我真想讓時間走得比白駒快,以讓距離的白發也一根根生長,如春天盛開的花,帶晨露欣然。

我說:“到了那天,白發的我采一擷玫瑰給你,將距離縮到n短,然後我便會如意的喊,‘霧裏絲絲情意,花中點點真心,我躍過夢囈幾十夜,到你身邊,共度夢裏希冀光陰!”

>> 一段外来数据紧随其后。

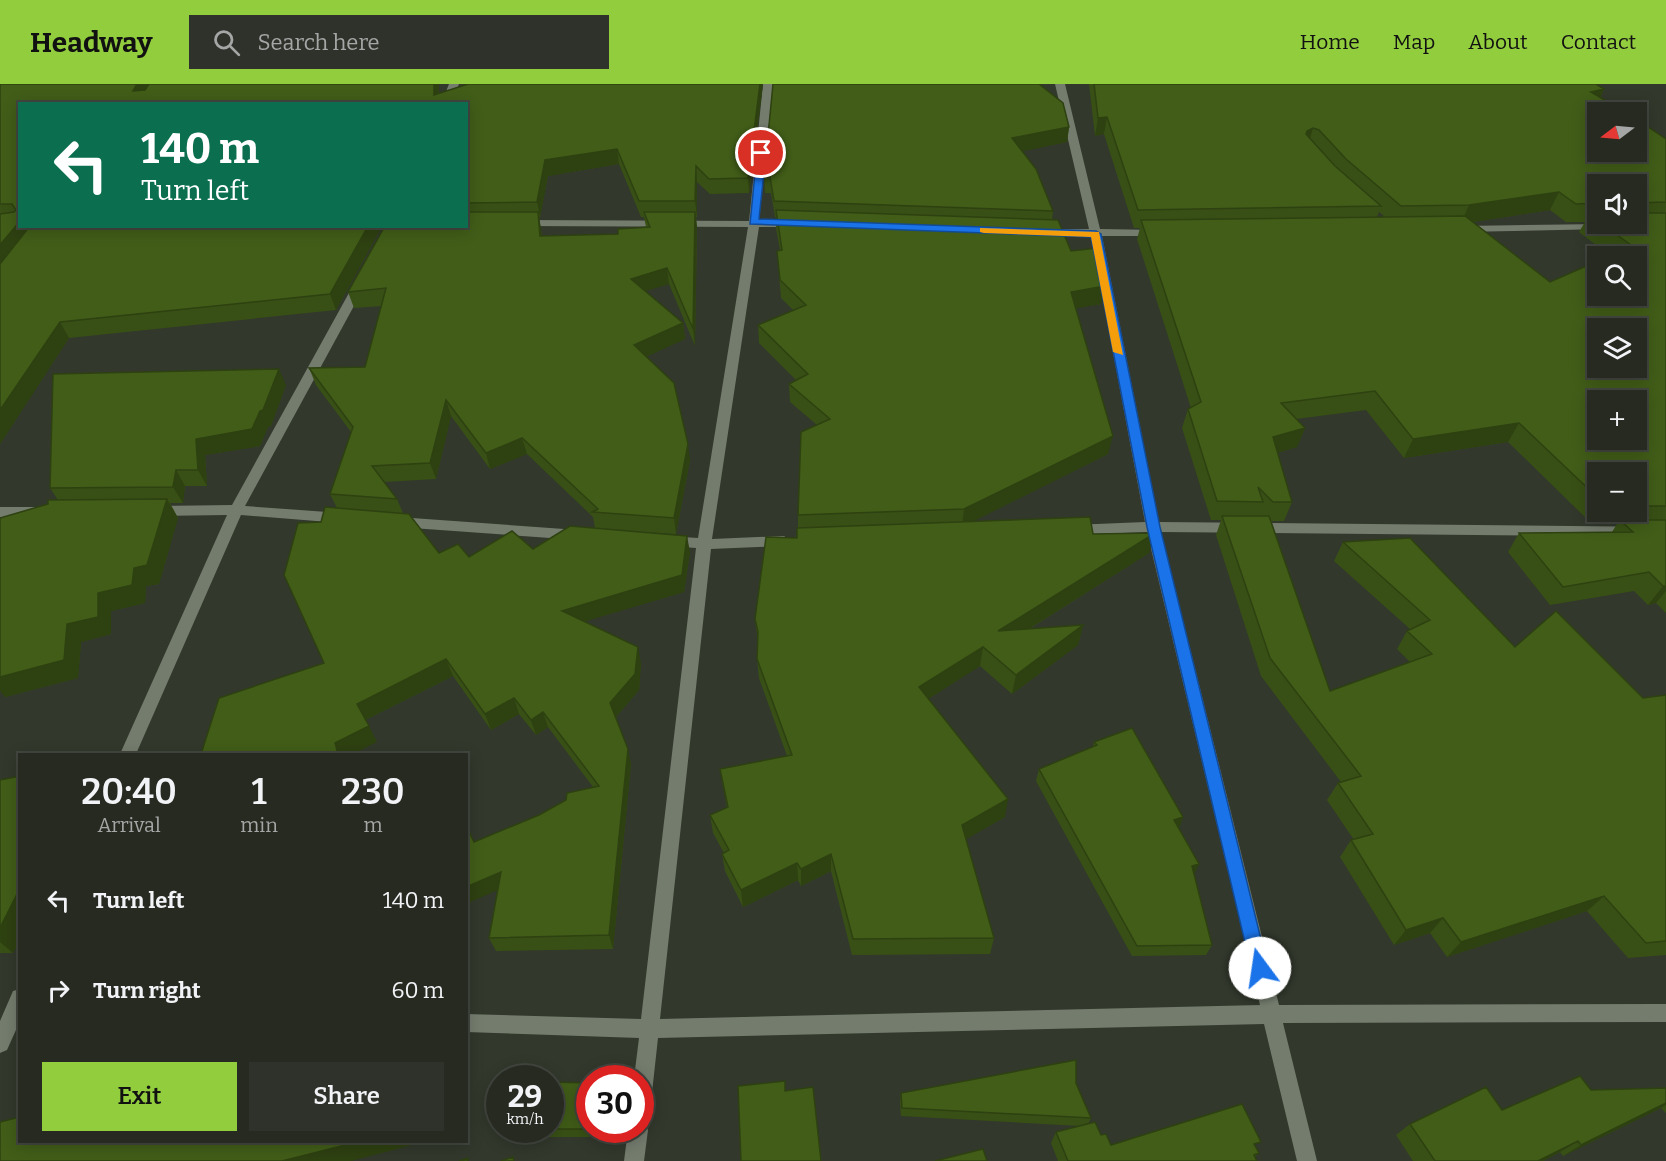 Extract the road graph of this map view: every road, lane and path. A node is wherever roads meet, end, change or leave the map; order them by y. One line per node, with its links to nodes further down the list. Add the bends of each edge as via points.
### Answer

而你說:“一世的傷用一生延長,妥協現實意味著埋葬十年的幸福!”此語另人心亂,我強顏笑臉,細細品嘗,滋味滑滑地,如夢,如船即將離岸遠航。

這船即將沒有方向,這路即將被石頭堵上,我還有沒有方向?我問自己,自己也問我。

指間的煙霧升然,距離漸漸被歲月密密遣散,而我身上的碎布也因煙火而燃,瞬間的過往,衣裳是否灰燼?只見,火吞噬著夜,我成了赤裸的舟帆。每次回頭,為了每一次遠航——渡生活的艱難。

我們電話通完,我心情好了些,於是便回頭到了城市邊緣的河岸,開始悠長回憶當初與你一起的時光。